Provided information Block Start

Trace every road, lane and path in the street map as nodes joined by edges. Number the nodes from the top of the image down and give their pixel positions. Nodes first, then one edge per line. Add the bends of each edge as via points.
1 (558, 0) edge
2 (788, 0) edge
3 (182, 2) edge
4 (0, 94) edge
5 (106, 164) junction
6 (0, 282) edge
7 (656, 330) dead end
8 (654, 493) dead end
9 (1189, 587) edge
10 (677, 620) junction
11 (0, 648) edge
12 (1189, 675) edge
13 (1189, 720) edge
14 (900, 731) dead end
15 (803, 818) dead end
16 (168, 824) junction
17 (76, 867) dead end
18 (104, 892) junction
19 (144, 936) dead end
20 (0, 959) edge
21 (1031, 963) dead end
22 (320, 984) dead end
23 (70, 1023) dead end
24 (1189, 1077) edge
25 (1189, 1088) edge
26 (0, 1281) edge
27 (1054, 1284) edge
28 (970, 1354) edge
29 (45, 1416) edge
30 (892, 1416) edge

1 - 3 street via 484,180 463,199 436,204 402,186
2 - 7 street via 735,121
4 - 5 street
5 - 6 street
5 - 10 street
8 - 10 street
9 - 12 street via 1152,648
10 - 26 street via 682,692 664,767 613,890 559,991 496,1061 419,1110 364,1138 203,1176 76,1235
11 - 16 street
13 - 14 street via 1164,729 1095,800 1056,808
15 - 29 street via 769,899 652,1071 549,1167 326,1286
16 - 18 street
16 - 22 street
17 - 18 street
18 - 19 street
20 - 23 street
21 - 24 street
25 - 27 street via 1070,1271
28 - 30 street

Provided information Block End

▶ _What you should do_:
All the records, as written, must be given again.

▶ _Exercise solution_:
Trace every road, lane and path in the street map as nodes joined by edges. Number the nodes from the top of the image down and give their pixel positions. Nodes first, then one edge per line. Add the bends of each edge as via points.
1 (558, 0) edge
2 (788, 0) edge
3 (182, 2) edge
4 (0, 94) edge
5 (106, 164) junction
6 (0, 282) edge
7 (656, 330) dead end
8 (654, 493) dead end
9 (1189, 587) edge
10 (677, 620) junction
11 (0, 648) edge
12 (1189, 675) edge
13 (1189, 720) edge
14 (900, 731) dead end
15 (803, 818) dead end
16 (168, 824) junction
17 (76, 867) dead end
18 (104, 892) junction
19 (144, 936) dead end
20 (0, 959) edge
21 (1031, 963) dead end
22 (320, 984) dead end
23 (70, 1023) dead end
24 (1189, 1077) edge
25 (1189, 1088) edge
26 (0, 1281) edge
27 (1054, 1284) edge
28 (970, 1354) edge
29 (45, 1416) edge
30 (892, 1416) edge

1 - 3 street via 484,180 463,199 436,204 402,186
2 - 7 street via 735,121
4 - 5 street
5 - 6 street
5 - 10 street
8 - 10 street
9 - 12 street via 1152,648
10 - 26 street via 682,692 664,767 613,890 559,991 496,1061 419,1110 364,1138 203,1176 76,1235
11 - 16 street
13 - 14 street via 1164,729 1095,800 1056,808
15 - 29 street via 769,899 652,1071 549,1167 326,1286
16 - 18 street
16 - 22 street
17 - 18 street
18 - 19 street
20 - 23 street
21 - 24 street
25 - 27 street via 1070,1271
28 - 30 street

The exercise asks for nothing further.